Before we do that, let us add extra researchers. If there are N researchers, equally good, contributing to the idea generation, what is the new rate of ideas per year? Since we have assumed independence and a Poisson process, it just multiplies the rate by a factor of N. So we replace \lambda with \lambda N everywhere and get the desired answer.

psucc10This is a plot of the case k=10, y=10.

What we see is that for each number of scientists it is a sigmoid curve: if the discovery probability is too low, there is hardly any chance of success, when it becomes comparable to k/N it rises, and sufficiently above we can be almost certain the project will succeed (the yellow plateau). Conversely, adding extra researchers has decreasing marginal returns when approaching the plateau: they make an already almost certain project even more certain. But they do have increasing marginal returns close to the dark blue “floor”: here the chances of success are small, but extra minds increase them a lot.

We can for example plot the ratio of success probability for \lambda=0.09 to the one researcher case as we add researchers:

psuccratioEven with 10 researchers the success probability is just 40%, but clearly the benefit of adding extra researchers is positive. The curve is not quite exponential; it slackens off and will eventually become a big sigmoid. But the overall lesson seems to hold: if the project is a longshot, adding extra brains makes it roughly exponentially more likely to succeed.

It is also worth recognizing that in this model time is on par with discovery rate and number of researchers: what matters is the product \lambda y N and how it compares to k.

This all assumes that ideas arrive independently, and that there are no overheads for having a large team. In reality these things are far more complex. For example, sometimes you need to have idea 1 or 2 before idea 3 becomes possible: that makes the time t_3 of that idea distributed as an exponential plus the distribution of \mathrm{min}(t_1,t_2). If the first two ideas are independent and exponential with rates \lambda, \mu, then the minimum is distributed as an exponential with rate \lambda+\mu.
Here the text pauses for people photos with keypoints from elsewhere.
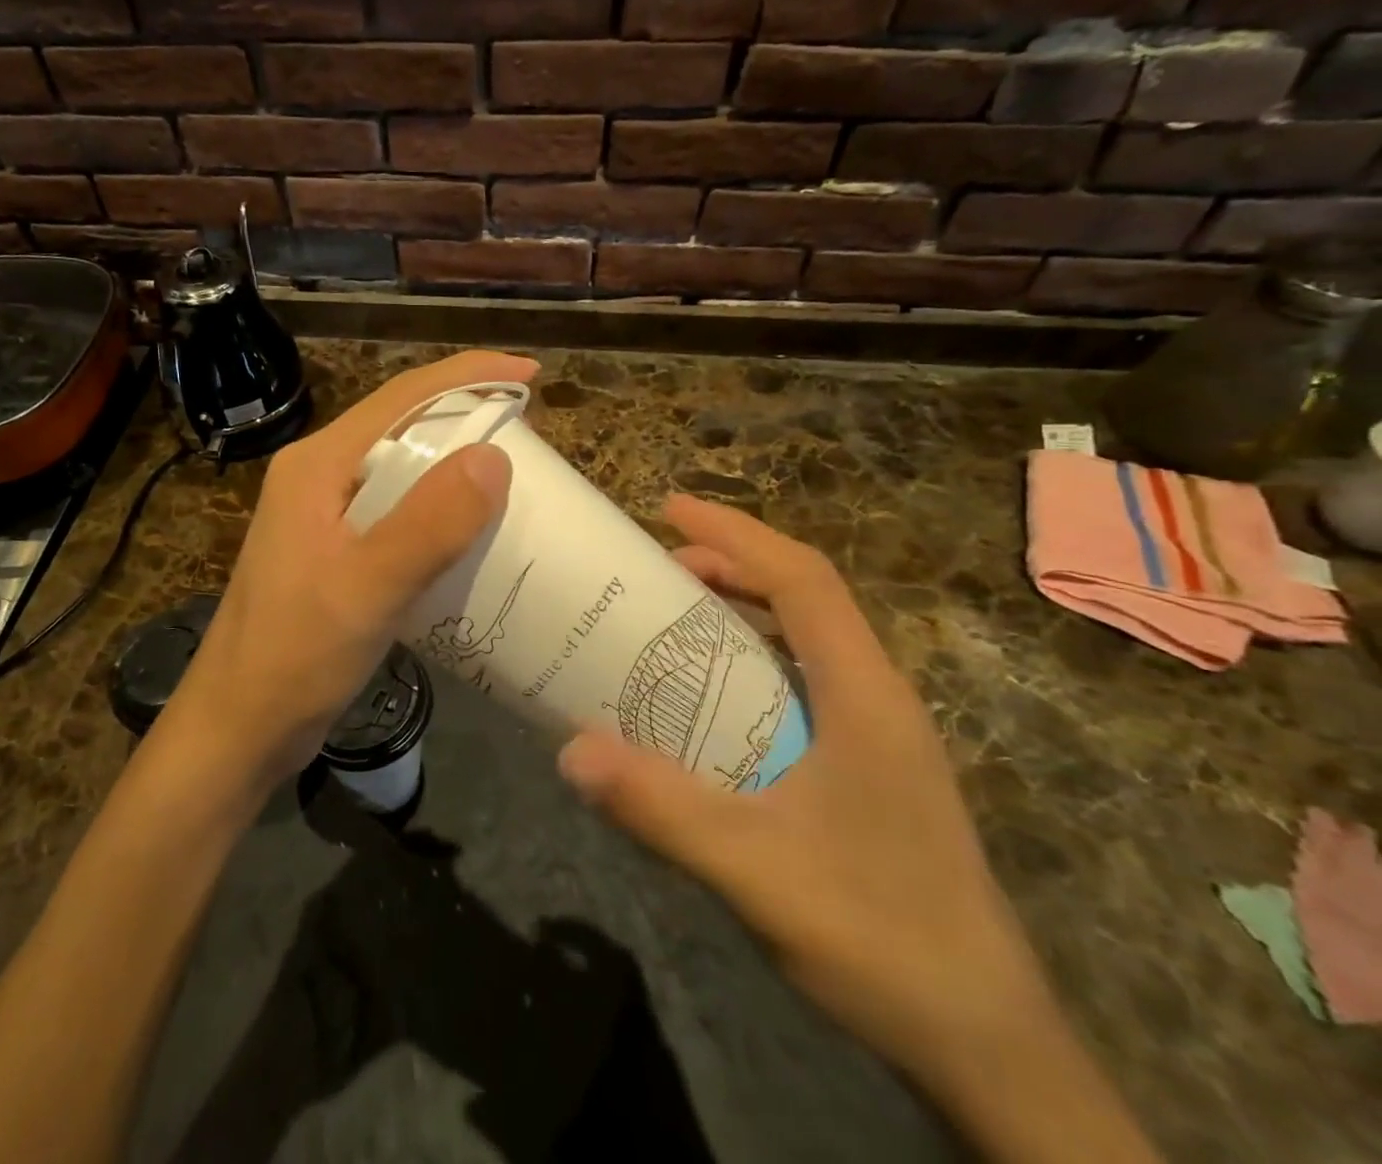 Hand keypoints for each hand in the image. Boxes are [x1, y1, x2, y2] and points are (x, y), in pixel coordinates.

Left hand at [164, 350, 534, 791]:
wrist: (239, 727)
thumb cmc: (294, 655)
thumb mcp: (367, 588)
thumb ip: (428, 523)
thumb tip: (494, 457)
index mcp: (319, 465)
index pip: (401, 397)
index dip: (468, 376)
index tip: (530, 372)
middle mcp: (320, 477)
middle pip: (402, 425)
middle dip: (466, 416)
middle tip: (530, 432)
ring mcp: (325, 516)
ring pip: (403, 470)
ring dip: (456, 465)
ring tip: (514, 477)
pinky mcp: (336, 553)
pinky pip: (399, 512)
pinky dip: (440, 511)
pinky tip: (472, 533)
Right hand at [555, 495, 1056, 1100]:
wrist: (988, 1049)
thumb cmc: (883, 939)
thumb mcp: (757, 870)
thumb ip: (663, 808)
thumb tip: (569, 750)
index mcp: (865, 694)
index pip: (802, 578)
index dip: (734, 533)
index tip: (669, 508)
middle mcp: (877, 697)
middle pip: (805, 597)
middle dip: (731, 562)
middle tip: (655, 561)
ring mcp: (879, 734)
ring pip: (806, 638)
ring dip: (742, 608)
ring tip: (673, 608)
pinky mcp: (869, 768)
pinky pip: (803, 681)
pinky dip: (752, 658)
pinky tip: (710, 694)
If they instead require each other, we get a non-exponential distribution (the pdf is \lambda e^{-\lambda t} + \mu e^{-\mu t} - (\lambda+\mu)e^{-(\lambda+\mu)t}). Some discoveries or bureaucratic scalings may change the rates. One can construct complex trees of intellectual pathways, unfortunately quickly making the distributions impossible to write out (but still easy to run Monte Carlo on). However, as long as the probabilities and the induced correlations small, I think we can linearise and keep the overall guess that extra minds are exponentially better.

In short: if the cooks are unlikely to succeed at making the broth, adding more is a good idea. If they already have a good chance, consider managing them better.